- STORED DATA
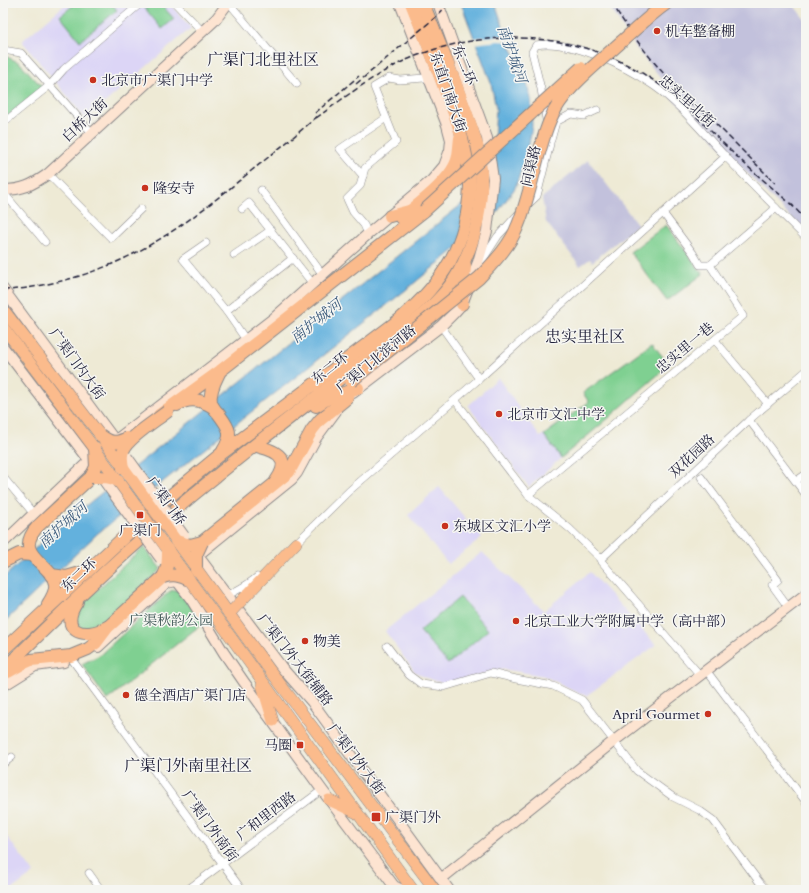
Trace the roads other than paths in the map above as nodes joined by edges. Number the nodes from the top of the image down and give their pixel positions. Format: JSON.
{"nodes":[{"id":1,"x":141,"y":3,"type":"edge"},
{"id":2,"x":175,"y":3,"type":"edge"},
{"id":3,"x":228,"y":3,"type":"edge"},
{"id":4,"x":400,"y":3,"type":"edge"},
{"id":5,"x":411,"y":3,"type":"edge"},
{"id":6,"x":423,"y":3,"type":"edge"},
{"id":7,"x":438,"y":3,"type":"edge"},
{"id":8,"x":658,"y":3,"type":"edge"},
{"id":9,"x":667,"y":3,"type":"edge"},
{"id":10,"x":202,"y":31,"type":"junction"},
{"id":11,"x":536,"y":45,"type":"joint"},
{"id":12,"x":3,"y":50,"type":"edge"},
{"id":13,"x":429,"y":77,"type":"junction"},
{"id":14,"x":297,"y":84,"type":"dead end"},
{"id":15,"x":50,"y":85,"type":"junction"},
{"id":16,"x":597,"y":110,"type":"dead end"},
{"id":17,"x":386,"y":118,"type":"junction"},
{"id":18,"x":3,"y":123,"type":"edge"},
{"id":19,"x":460,"y":129,"type":"junction"},
{"id":20,"x":92,"y":133,"type":"junction"},
{"id":21,"x":550,"y":144,"type":"junction"},
{"id":22,"x":726,"y":156,"type":"junction"},
{"id":23,"x":48,"y":174,"type":"junction"},
{"id":24,"x":363,"y":176,"type":"junction"},
{"id":25,"x":260,"y":190,"type":"dead end"},
{"id":26,"x":3,"y":191,"type":"edge"},
{"id":27,"x":776,"y":208,"type":"junction"},
{"id":28,"x":242,"y":209,"type":"dead end"},
{"id":29,"x":141,"y":210,"type":"dead end"},
{"id":30,"x":410,"y":211,"type":"junction"},
{"id":31,"x":663,"y":213,"type":"junction"},
{"id":32,"x":390,"y":216,"type":"junction"},
{"id":33,"x":271,"y":230,"type":"junction"},
{"id":34,"x":368,"y":234,"type":"junction"},
{"id":35,"x":806,"y":238,"type":"edge"},
{"id":36,"x":45,"y":242,"type":"dead end"},
{"id":37,"x":206,"y":242,"type":"dead end"},
{"id":38,"x":234,"y":255,"type":"dead end"},
{"id":39,"x":293,"y":258,"type":"junction"},
{"id":40,"x":465,"y":258,"type":"junction"},
{"id":41,"x":710,"y":265,"type":"junction"},
{"id":42,"x":474,"y":272,"type":"junction"},
{"id":43,"x":323,"y":275,"type":"junction"},
{"id":44,"x":317,"y":288,"type":"junction"},
{"id":45,"x":3,"y":289,"type":"edge"},
{"id":46,"x":462,"y":304,"type":"junction"},
{"id":47,"x":3,"y":309,"type":"edge"},
{"id":48,"x":297,"y":310,"type":"junction"},
{"id":49,"x":226,"y":311,"type":"junction"},
{"id":50,"x":274,"y":318,"type":"junction"},
{"id":51,"x":441,"y":326,"type":"junction"},
{"id":52,"x":3,"y":327,"type":"edge"},
{"id":53,"x":246,"y":340,"type":"junction"},
{"id":54,"x":715,"y":340,"type":"junction"},
{"id":55,"x":3,"y":347,"type":"edge"},
{"id":56,"x":39,"y":356,"type":"joint"},
{"id":57,"x":220,"y":371,"type":"junction"},
{"id":58,"x":806,"y":371,"type":"edge"},
{"id":59,"x":480,"y":379,"type":"junction"},
{"id":60,"x":355,"y":384,"type":"junction"},
{"id":61,"x":347,"y":398,"type":"junction"},
{"id":62,"x":455,"y":400,"type":"junction"},
{"id":63,"x":768,"y":404,"type":"junction"},
{"id":64,"x":213,"y":408,"type":"junction"},
{"id":65,"x":749,"y":420,"type":"junction"},
{"id":66,"x":100,"y":435,"type":"junction"},
{"id":67,"x":115,"y":440,"type":"junction"},
{"id":68,"x":260,"y":446,"type":"junction"},
{"id":69,"x":92,"y":454,"type":"junction"},
{"id":70,"x":222,"y":454,"type":"junction"},
{"id":71,"x":125,"y":462,"type":"junction"},
{"id":72,"x":806,"y":474,"type":"edge"},
{"id":73,"x":3,"y":477,"type":"edge"},
{"id":74,"x":215,"y":477,"type":"junction"},
{"id":75,"x":701,"y":477,"type":"dead end"},
{"id":76,"x":96,"y":478,"type":"junction"},
{"id":77,"x":118,"y":481,"type":"junction"},
{"id":78,"x":796,"y":482,"type":"junction"},
{"id":79,"x":273,"y":486,"type":"junction"},
{"id":80,"x":528,"y":495,"type":"junction"},
{"id":81,"x":806,"y":495,"type":"edge"},
{"id":82,"x":33,"y":513,"type":"junction"},
{"id":83,"x":180,"y":539,"type":"junction"},
{"id":84,"x":3,"y":543,"type":"edge"},
{"id":85,"x":296,"y":543,"type":"junction"},
{"id":86,"x":198,"y":550,"type":"junction"},
{"id":87,"x":32,"y":555,"type":"junction"},
{"id":88,"x":164,"y":555,"type":"junction"},
{"id":89,"x":601,"y":561,"type":"junction"},
{"id":90,"x":3,"y":562,"type":"edge"},
{"id":91,"x":196,"y":570,"type":"junction"},
{"id":92,"x":87,"y":571,"type":"junction"},
{"id":93,"x":167,"y":574,"type":"junction"},
{"id":94,"x":51,"y":575,"type":"junction"},
{"id":95,"x":183,"y":580,"type":"junction"},
{"id":96,"x":85,"y":589,"type":"junction"},
{"id":97,"x":806,"y":594,"type":"edge"},
{"id":98,"x":228,"y":596,"type":"junction"},
{"id":99,"x":788,"y":607,"type":"junction"},
{"id":100,"x":44,"y":612,"type":"junction"},
{"id":101,"x":229,"y":614,"type":"junction"},
{"id":102,"x":108,"y":627,"type":"junction"},
{"id":103,"x":388,"y":646,"type":"dead end"},
{"id":104,"x":3,"y":650,"type":"edge"},
{"id":105,"x":73,"y":661,"type":"junction"},
{"id":106,"x":266,"y":665,"type":"joint"},
{"id":107,"x":3,"y":670,"type":"edge"},
{"id":108,"x":703,"y":673,"type":"junction"},
{"id":109,"x":258,"y":675,"type":"junction"},
{"id":110,"x":3,"y":676,"type":"edge"},
{"id":111,"x":3,"y":686,"type":"edge"},
{"id":112,"x":273,"y":721,"type":"junction"},
{"id":113,"x":614,"y":741,"type":"junction"},
{"id":114,"x":12,"y":756,"type":"dead end"},
{"id":115,"x":3,"y":764,"type":"edge"},
{"id":116,"x":322,"y":790,"type":"junction"},
{"id":117,"x":329,"y":800,"type":"junction"},
{"id":118,"x":806,"y":802,"type":"edge"},
{"id":119,"x":358,"y":814,"type":"junction"},
{"id":120,"x":223,"y":865,"type":"junction"},
{"id":121,"x":88,"y":873,"type":"dead end"},
{"id":122,"x":441,"y":879,"type":"junction"},
{"id":123,"x":431,"y":889,"type":"edge"},
{"id":124,"x":101,"y":890,"type":"edge"},
{"id":125,"x":187,"y":890,"type":"edge"},
{"id":126,"x":242,"y":890,"type":"edge"},
{"id":127,"x":402,"y":890,"type":"edge"},
{"id":128,"x":412,"y":890,"type":"edge"},
{"id":129,"x":449,"y":890,"type":"edge"},
{"id":130,"x":767,"y":890,"type":"edge"}],
"edges":[{"from":1,"to":15,"type":"street"},
{"from":2,"to":10,"type":"street"},
{"from":3,"to":10,"type":"street","name":"白桥大街"},
{"from":3,"to":14,"type":"street"},
{"from":4,"to":13,"type":"street","name":"东直门南大街"},
{"from":5,"to":19,"type":"highway","name":"东二环"},
{"from":6,"to":40,"type":"highway","name":"东二环"},
{"from":7,"to":42,"type":"street","name":"广渠门北滨河路"},
{"from":8,"to":44,"type":"highway","bridge":true},
{"from":9,"to":60,"type":"highway","bridge":true},
{"from":10,"to":20,"type":"street","name":"白桥大街"},
{"from":11,"to":21,"type":"street","name":"问渠路"},
{"from":11,"to":22,"type":"street","name":"忠实里北街"},
{"from":12,"to":15,"type":"street"},
{"from":13,"to":17,"type":"street"},
{"from":13,"to":32,"type":"street","name":"东直门南大街"},
{"from":15,"to":18,"type":"street"},
{"from":15,"to":20,"type":"street"},
{"from":16,"to":21,"type":"street"},
{"from":17,"to":24,"type":"street"},
{"from":17,"to":24,"type":"street"},
{"from":19,"to":30,"type":"highway"},
{"from":19,"to":70,"type":"highway","name":"东二环"},
{"from":20,"to":23,"type":"street","name":"白桥大街"},
{"from":21,"to":42,"type":"street","name":"问渠路"},
{"from":22,"to":27,"type":"street","name":"忠实里北街"},
{"from":22,"to":31,"type":"street"},
{"from":23,"to":26,"type":"street","name":"白桥大街"},
{"from":23,"to":29,"type":"street"},
{"from":24,"to":34,"type":"street"},
{"from":25,"to":43,"type":"street"},
{"from":26,"to":36,"type":"street"},
{"from":27,"to":35,"type":"street","name":"忠实里北街"},
{"from":27,"to":41,"type":"street"},
{"from":28,"to":33,"type":"street"},
{"from":30,"to":32,"type":"highway"},
{"from":30,"to":44,"type":"highway"},
{"from":31,"to":41,"type":"street"},
{"from":31,"to":59,"type":"street"},
{"from":32,"to":34,"type":"street"},
{"from":33,"to":38,"type":"street"},
{"from":33,"to":39,"type":"street"},
{"from":34,"to":43,"type":"street"},
{"from":37,"to":49,"type":"street"},
{"from":39,"to":44,"type":"street"},
{"from":39,"to":49,"type":"street"},
{"from":40,"to":46,"type":"highway"},
{"from":40,"to":74,"type":"highway","name":"东二环"},
{"from":41,"to":54,"type":"street","name":"忠实里一巷"},
{"from":42,"to":46,"type":"street","name":"广渠门北滨河路"},
{"from":43,"to":44,"type":"street"},
{"from":44,"to":48,"type":"highway"},
{"from":44,"to":50,"type":"street"},
{"from":45,"to":67,"type":"street","name":"广渠门内大街"},
{"from":46,"to":51,"type":"street","name":"广渠门北滨河路"},
{"from":47,"to":56,"type":"main road","name":"广渠门内大街"},
{"from":48,"to":50,"type":"highway"},
{"from":48,"to":57,"type":"highway"},
{"from":49,"to":53,"type":"street"},
{"from":50,"to":53,"type":"street"},
{"from":51,"to":59,"type":"street"},
{"from":51,"to":60,"type":"street","name":"广渠门北滨河路"},
{"from":52,"to":69,"type":"main road","name":"广渠门桥","bridge":true},
{"from":53,"to":67,"type":"street"},
{"from":54,"to":63,"type":"street"},
{"from":54,"to":80,"type":"street","name":"忠实里一巷"},
{"from":55,"to":69,"type":"street"},
{"from":56,"to":66,"type":"main road","name":"广渠门桥","bridge":true},
{"from":57,"to":64,"type":"highway"},
{"from":57,"to":66,"type":"highway","bridge":true},
{"from":58,"to":63,"type":"street","name":"双花园路"},
{"from":59,"to":62,"type":"street"},
{"from":60,"to":61,"type":"street","name":"广渠门北滨河路"},
{"from":60,"to":68,"type":"highway"},
{"from":61,"to":79,"type":"highway"},
{"from":61,"to":86,"type":"street","name":"广渠门北滨河路"},
{"from":62,"to":80,"type":"street"},
{"from":62,"to":85,"type":"street"},
{"from":63,"to":65,"type":"street","name":"双花园路"},
{"from":64,"to":70,"type":"highway"},
{"from":64,"to":71,"type":"highway","bridge":true},
{"from":65,"to":78,"type":"street"},
{"from":65,"to":89,"type":"street","name":"双花园路"},
{"from":66,"to":71,"type":"main road","name":"广渠门桥","bridge":true},
{"from":67,"to":69,"type":"street"},
{"from":67,"to":71,"type":"street","name":"广渠门内大街"},
{"from":68,"to":74,"type":"highway"},
{"from":68,"to":79,"type":"highway"},
{"from":69,"to":76,"type":"highway","bridge":true},
{"from":69,"to":77,"type":"main road","name":"广渠门桥","bridge":true},
{"from":69,"to":82,"type":"street"},
{"from":70,"to":92,"type":"highway","name":"东二环"},
{"from":71,"to":83,"type":"main road","name":"广渠门桥","bridge":true},
{"from":72,"to":78,"type":"street"},
{"from":73,"to":82,"type":"street"},
{"from":74,"to":96,"type":"highway","name":"东二环"},
{"from":75,"to":99,"type":"street"},
{"from":76,"to":77,"type":"highway","bridge":true},
{"from":76,"to":87,"type":"highway"},
{"from":76,"to":88,"type":"street","name":"广渠门桥","bridge":true},
{"from":77,"to":88,"type":"main road","name":"广渠门桥","bridge":true},
{"from":78,"to":81,"type":"street"},
{"from":79,"to":86,"type":"highway"},
{"from":80,"to":89,"type":"street"},
{"from":82,"to":84,"type":"street"},
{"from":83,"to":86,"type":"highway","bridge":true},
{"from":83,"to":91,"type":"main road","name":"广渠门桥","bridge":true},
{"from":85,"to":98,"type":"street"},
{"from":85,"to":101,"type":"main road","bridge":true},
{"from":86,"to":91,"type":"highway","bridge":true},
{"from":86,"to":93,"type":"street","name":"广渠门北滨河路"},
{"from":86,"to":95,"type":"street"},
{"from":86,"to":98,"type":"street","name":"广渠门外大街辅路"},
{"from":87,"to":90,"type":"highway"},
{"from":87,"to":94,"type":"highway"},
{"from":88,"to":93,"type":"highway","bridge":true},
{"from":88,"to":95,"type":"main road","name":"广渠门桥","bridge":true},
{"from":89,"to":108,"type":"street"},
{"from":91,"to":101,"type":"main road","name":"广渠门桥","bridge":true},
{"from":92,"to":94,"type":"highway"},
{"from":92,"to":100,"type":"highway","name":"东二环"},
{"from":93,"to":95,"type":"highway","bridge":true},
{"from":93,"to":102,"type":"highway"},
{"from":94,"to":100,"type":"highway"},
{"from":95,"to":105,"type":"street"},
{"from":95,"to":109,"type":"main road","name":"广渠门桥","bridge":true},
{"from":95,"to":112,"type":"street"},
{"from":96,"to":102,"type":"highway"},
{"from":96,"to":107,"type":"highway","name":"东二环"},
{"from":97,"to":99,"type":"street"},
{"from":98,"to":122,"type":"street","name":"广渠门外大街辅路"},
{"from":99,"to":108,"type":"street"},
{"from":100,"to":104,"type":"highway","name":"东二环"},
{"from":101,"to":106,"type":"main road","name":"广渠门桥","bridge":true},
{"from":102,"to":110,"type":"highway"},
{"from":103,"to":113,"type":"street"},
{"from":105,"to":111,"type":"street"},
{"from":105,"to":120,"type":"street","name":"广渠门外南街"},
{"from":106,"to":123,"type":"main road","name":"广渠门外大街"},
{"from":108,"to":113,"type":"street"},
{"from":108,"to":118,"type":"street"},
{"from":109,"to":112,"type":"main road"},
{"from":109,"to":119,"type":"main road","name":"广渠门外大街"},
{"from":112,"to":116,"type":"street"},
{"from":113,"to":122,"type":"street"},
{"from":113,"to":130,"type":"street"},
{"from":114,"to":115,"type":"street"},
{"from":116,"to":117,"type":"street"},
{"from":116,"to":120,"type":"street","name":"广和里西路"},
{"from":117,"to":119,"type":"main road"},
{"from":117,"to":127,"type":"street"},
{"from":119,"to":128,"type":"main road","name":"广渠门外大街"},
{"from":120,"to":125,"type":"street","name":"广和里西路"},
{"from":120,"to":126,"type":"street","name":"广渠门外南街"},
{"from":121,"to":124,"type":"street"},
{"from":122,"to":123,"type":"street"},
{"from":122,"to":129,"type":"street"}]}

- TASK INSTRUCTIONS
Which lines in the data above hold the string "nodes"? Show each one.

- EXERCISE RESPONSE
Trace the roads other than paths in the map above as nodes joined by edges. Number the nodes from the top of the image down and give their pixel positions. Format: JSON.
{"nodes":[{"id":1,"x":141,"y":3,"type":"edge"},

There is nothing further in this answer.